(Beginning of MATERIAL PROVIDED)
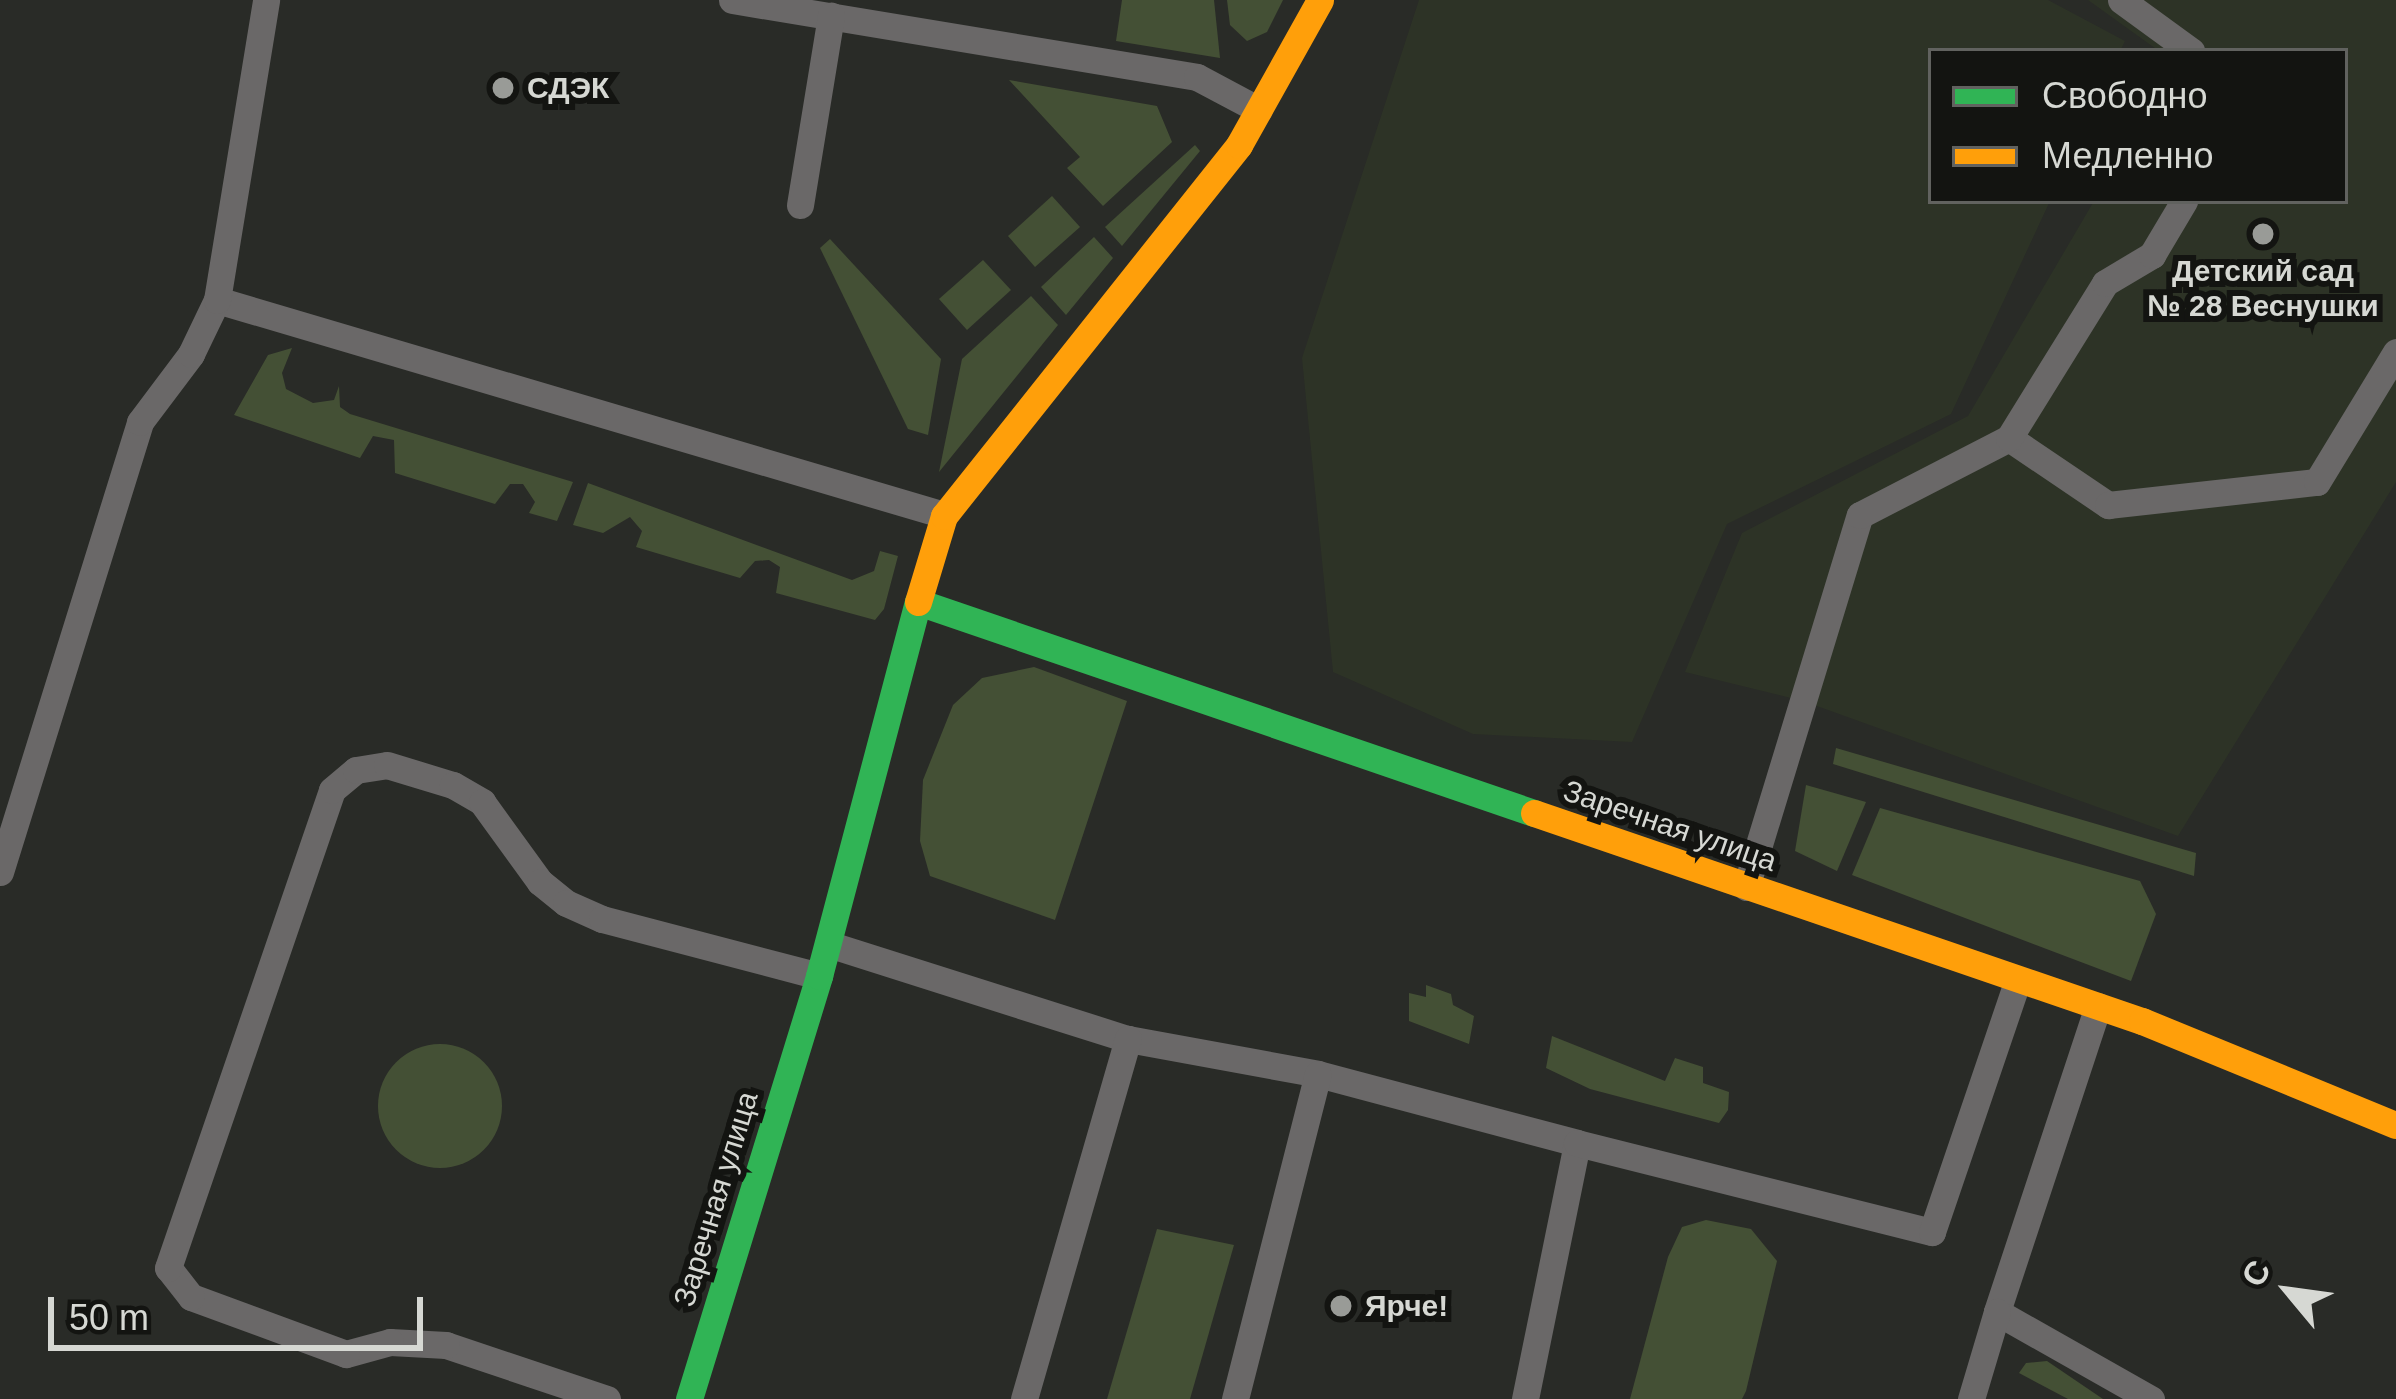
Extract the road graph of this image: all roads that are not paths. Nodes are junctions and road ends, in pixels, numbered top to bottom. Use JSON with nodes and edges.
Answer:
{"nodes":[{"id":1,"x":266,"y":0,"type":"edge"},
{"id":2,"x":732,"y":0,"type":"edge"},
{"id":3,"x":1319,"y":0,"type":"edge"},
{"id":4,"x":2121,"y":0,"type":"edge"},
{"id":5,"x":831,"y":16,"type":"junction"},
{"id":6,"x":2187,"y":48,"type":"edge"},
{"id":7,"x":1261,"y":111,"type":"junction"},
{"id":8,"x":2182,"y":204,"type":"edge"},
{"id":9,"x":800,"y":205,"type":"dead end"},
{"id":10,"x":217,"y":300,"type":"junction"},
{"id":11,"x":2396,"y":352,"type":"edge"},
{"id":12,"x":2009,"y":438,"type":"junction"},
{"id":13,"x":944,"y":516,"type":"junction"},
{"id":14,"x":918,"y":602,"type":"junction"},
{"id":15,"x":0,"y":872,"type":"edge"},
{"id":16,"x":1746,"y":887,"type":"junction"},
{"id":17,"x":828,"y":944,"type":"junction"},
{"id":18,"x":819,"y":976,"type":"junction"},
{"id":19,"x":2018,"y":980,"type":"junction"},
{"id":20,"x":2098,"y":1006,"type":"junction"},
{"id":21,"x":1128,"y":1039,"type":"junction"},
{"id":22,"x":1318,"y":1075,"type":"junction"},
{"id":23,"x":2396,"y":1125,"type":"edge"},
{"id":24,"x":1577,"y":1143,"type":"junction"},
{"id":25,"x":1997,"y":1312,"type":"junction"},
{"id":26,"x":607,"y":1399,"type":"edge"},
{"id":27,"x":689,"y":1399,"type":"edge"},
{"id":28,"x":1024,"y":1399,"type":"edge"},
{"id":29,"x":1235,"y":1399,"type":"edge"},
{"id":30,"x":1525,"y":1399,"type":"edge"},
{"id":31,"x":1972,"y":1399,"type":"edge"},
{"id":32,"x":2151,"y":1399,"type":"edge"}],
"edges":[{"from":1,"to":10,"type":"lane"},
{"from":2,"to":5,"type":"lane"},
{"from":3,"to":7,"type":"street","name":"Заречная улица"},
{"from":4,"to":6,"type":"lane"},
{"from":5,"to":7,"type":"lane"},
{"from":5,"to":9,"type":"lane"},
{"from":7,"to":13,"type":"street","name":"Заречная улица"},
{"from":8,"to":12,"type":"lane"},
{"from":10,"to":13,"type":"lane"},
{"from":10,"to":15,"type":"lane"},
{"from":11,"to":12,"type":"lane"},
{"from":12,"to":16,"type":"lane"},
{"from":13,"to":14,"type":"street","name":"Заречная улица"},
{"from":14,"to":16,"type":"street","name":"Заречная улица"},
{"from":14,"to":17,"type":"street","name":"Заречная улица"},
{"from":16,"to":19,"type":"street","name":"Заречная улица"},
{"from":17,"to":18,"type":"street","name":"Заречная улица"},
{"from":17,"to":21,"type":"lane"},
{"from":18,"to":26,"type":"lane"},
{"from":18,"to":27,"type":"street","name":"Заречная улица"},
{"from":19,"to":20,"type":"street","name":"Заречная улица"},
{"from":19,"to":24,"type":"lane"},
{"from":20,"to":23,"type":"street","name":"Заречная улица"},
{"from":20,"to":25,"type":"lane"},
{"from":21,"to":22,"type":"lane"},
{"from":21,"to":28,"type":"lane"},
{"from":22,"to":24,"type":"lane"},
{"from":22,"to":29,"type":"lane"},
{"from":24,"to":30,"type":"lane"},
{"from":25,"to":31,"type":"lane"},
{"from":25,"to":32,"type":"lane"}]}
(End of MATERIAL PROVIDED)
(Beginning of MATERIAL PROVIDED)
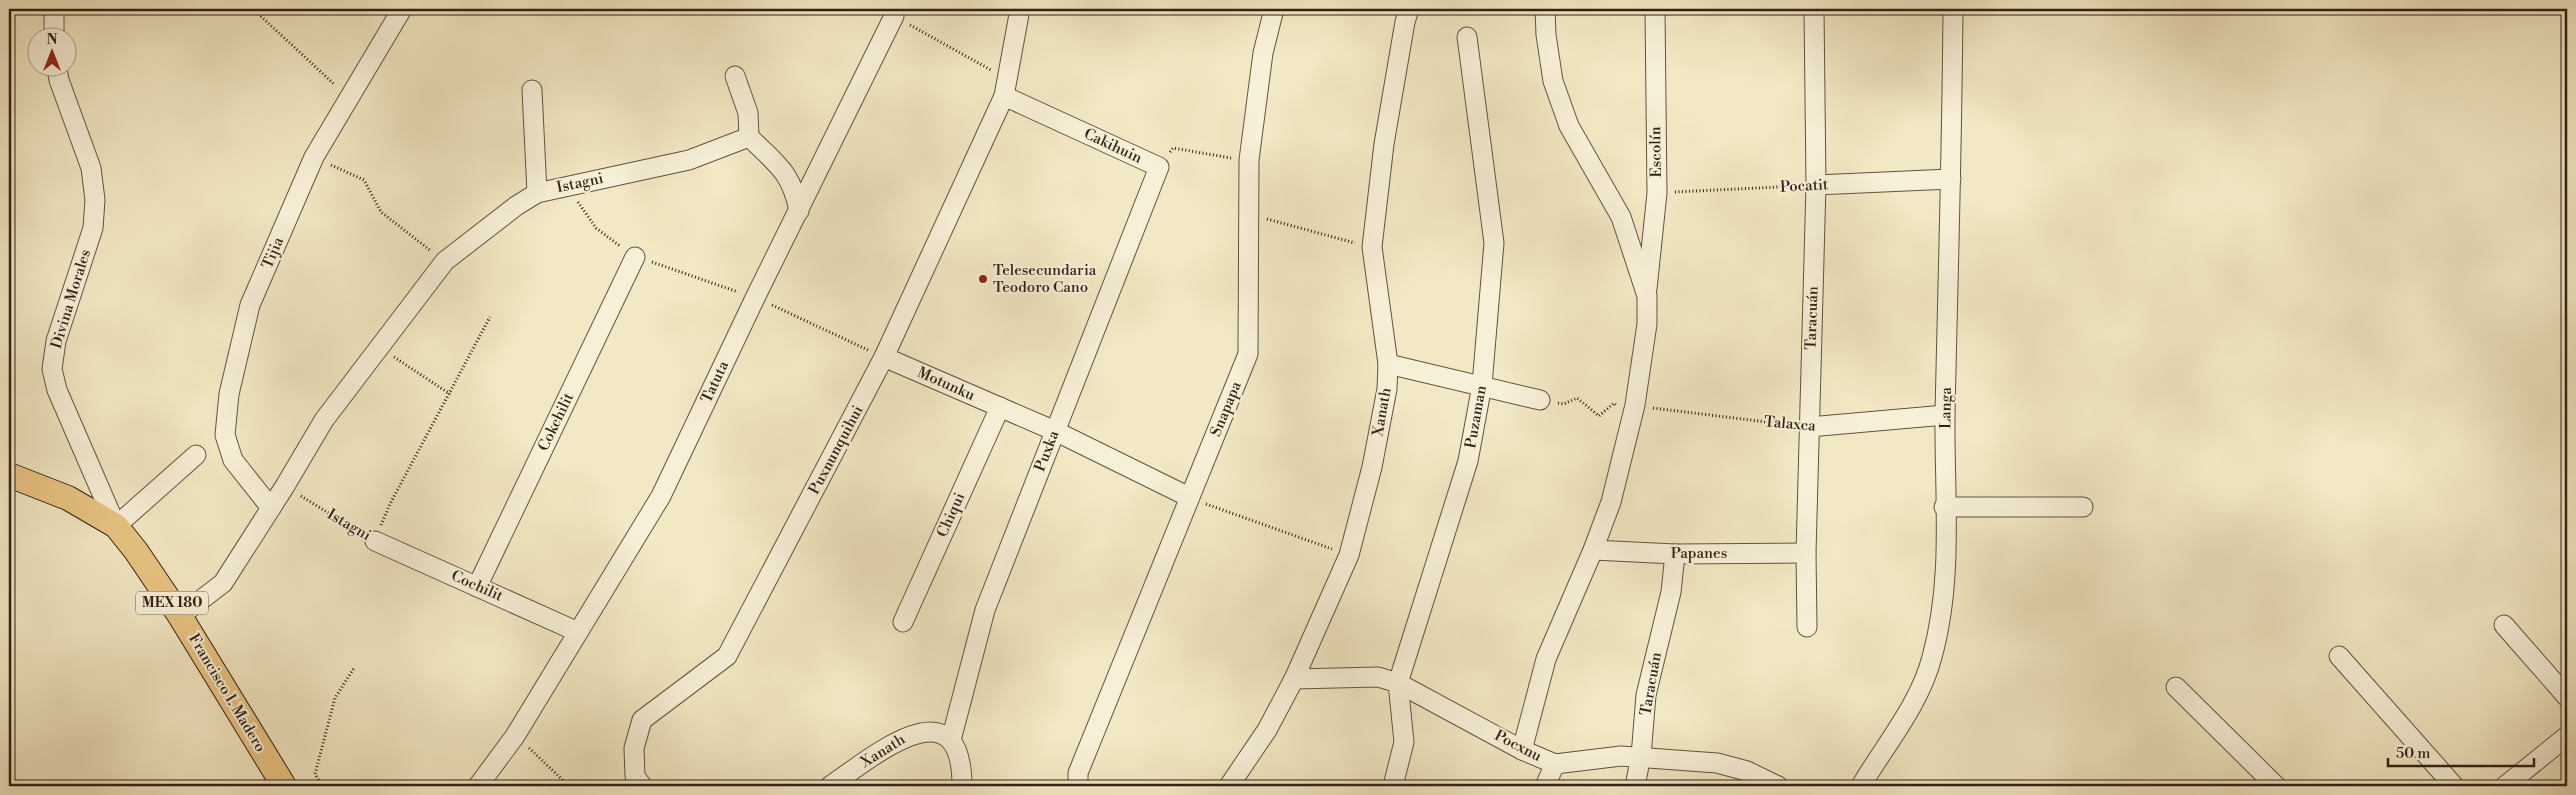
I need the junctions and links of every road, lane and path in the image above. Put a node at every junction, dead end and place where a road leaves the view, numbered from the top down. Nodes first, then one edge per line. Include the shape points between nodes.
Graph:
(End of MATERIAL PROVIDED)
(Beginning of MATERIAL PROVIDED)
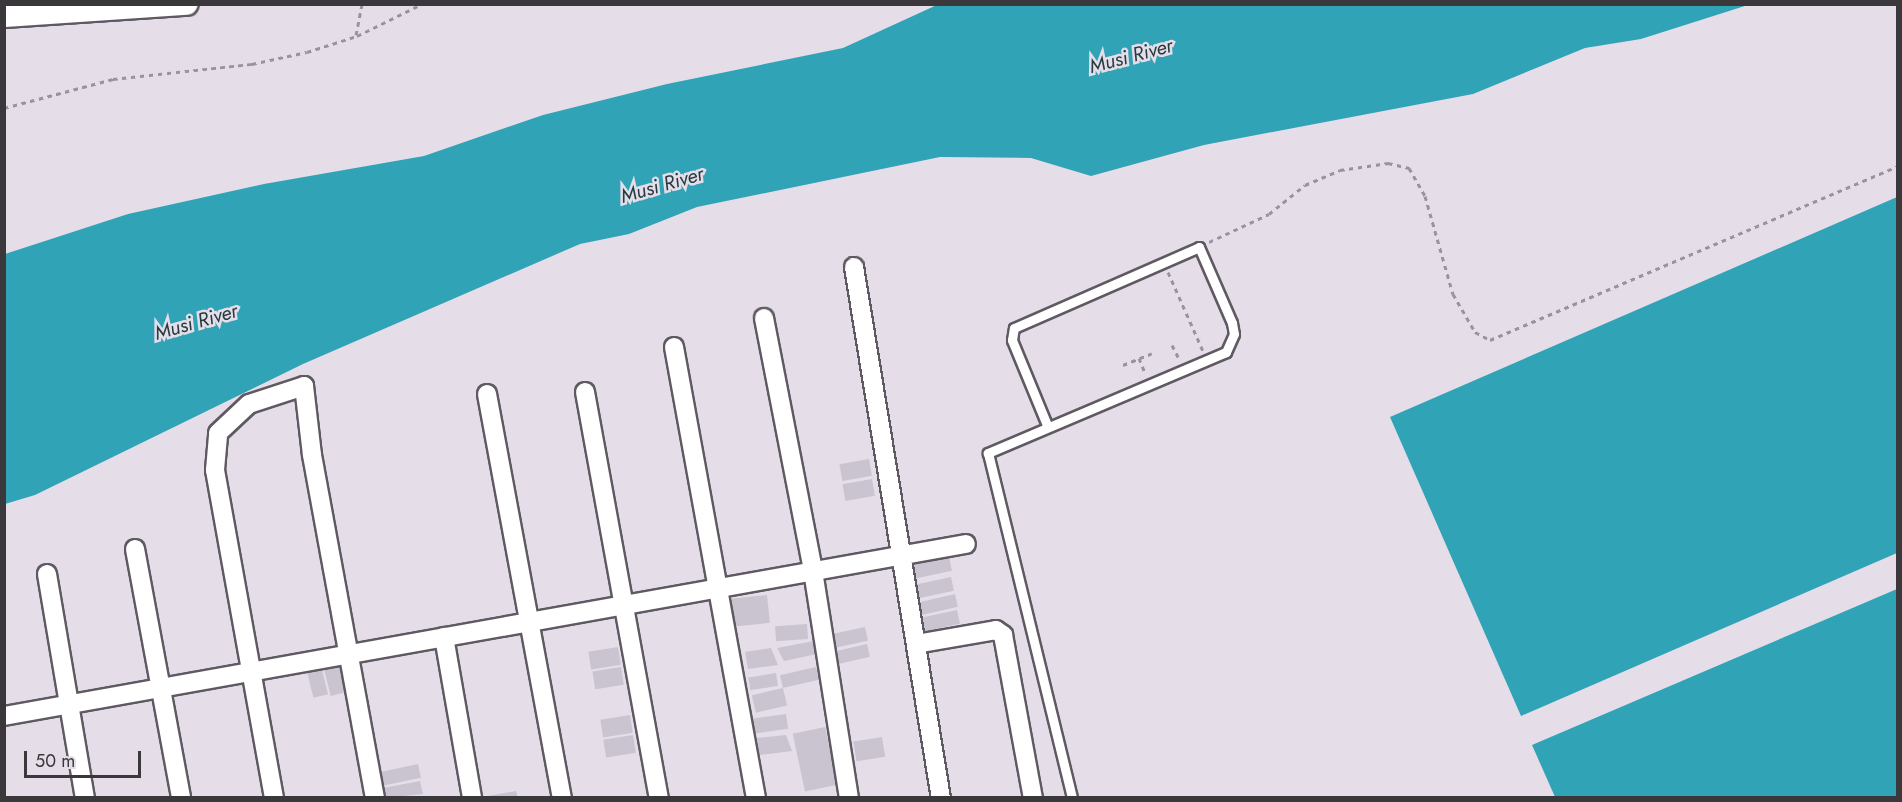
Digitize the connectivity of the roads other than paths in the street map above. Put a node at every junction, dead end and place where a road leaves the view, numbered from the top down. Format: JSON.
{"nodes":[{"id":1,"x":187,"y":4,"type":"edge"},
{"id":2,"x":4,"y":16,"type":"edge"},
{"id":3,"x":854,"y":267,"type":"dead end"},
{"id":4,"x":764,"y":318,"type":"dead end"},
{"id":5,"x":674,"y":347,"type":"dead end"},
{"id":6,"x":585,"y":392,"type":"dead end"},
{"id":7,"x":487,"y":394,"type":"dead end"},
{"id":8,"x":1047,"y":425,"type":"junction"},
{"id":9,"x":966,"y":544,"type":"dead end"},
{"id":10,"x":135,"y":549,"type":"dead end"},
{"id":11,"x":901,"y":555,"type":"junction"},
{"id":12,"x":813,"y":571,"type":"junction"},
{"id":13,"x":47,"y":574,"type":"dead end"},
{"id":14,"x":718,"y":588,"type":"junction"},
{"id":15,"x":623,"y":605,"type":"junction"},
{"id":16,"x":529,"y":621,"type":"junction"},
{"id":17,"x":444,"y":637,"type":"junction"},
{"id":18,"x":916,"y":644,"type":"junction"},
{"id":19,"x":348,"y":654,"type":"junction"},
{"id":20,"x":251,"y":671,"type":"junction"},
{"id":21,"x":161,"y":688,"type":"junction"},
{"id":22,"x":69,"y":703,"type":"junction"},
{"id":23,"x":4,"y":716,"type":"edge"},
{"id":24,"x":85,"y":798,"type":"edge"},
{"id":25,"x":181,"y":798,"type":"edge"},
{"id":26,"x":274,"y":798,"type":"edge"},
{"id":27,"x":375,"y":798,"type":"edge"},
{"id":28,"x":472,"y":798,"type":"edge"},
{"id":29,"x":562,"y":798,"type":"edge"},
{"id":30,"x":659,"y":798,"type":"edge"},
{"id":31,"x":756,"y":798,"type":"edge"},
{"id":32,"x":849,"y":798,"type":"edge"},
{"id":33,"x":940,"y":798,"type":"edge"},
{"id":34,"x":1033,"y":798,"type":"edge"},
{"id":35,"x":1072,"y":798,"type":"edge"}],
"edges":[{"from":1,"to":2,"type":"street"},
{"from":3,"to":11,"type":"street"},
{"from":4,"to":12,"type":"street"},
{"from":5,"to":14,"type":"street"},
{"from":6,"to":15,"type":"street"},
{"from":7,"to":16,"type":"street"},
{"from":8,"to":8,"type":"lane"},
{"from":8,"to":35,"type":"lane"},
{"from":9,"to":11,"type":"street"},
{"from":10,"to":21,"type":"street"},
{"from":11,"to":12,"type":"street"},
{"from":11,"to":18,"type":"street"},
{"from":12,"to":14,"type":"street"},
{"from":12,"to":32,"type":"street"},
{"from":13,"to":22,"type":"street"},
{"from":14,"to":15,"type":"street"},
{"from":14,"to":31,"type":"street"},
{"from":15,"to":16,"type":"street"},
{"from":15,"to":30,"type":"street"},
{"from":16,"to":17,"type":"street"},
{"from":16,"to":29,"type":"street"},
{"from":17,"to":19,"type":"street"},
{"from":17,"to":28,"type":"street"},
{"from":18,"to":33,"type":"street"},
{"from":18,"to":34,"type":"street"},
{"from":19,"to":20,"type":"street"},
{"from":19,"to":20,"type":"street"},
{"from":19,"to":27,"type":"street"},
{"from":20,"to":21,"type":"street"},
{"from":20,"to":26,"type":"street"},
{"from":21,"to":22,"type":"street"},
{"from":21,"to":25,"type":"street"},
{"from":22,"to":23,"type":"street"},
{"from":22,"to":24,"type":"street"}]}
(End of MATERIAL PROVIDED)
TASK REQUIREMENTS:
Please state the number of lines in the data above that hold the word "junctions", without any other text.

SOLUTION TO THE EXERCISE:
2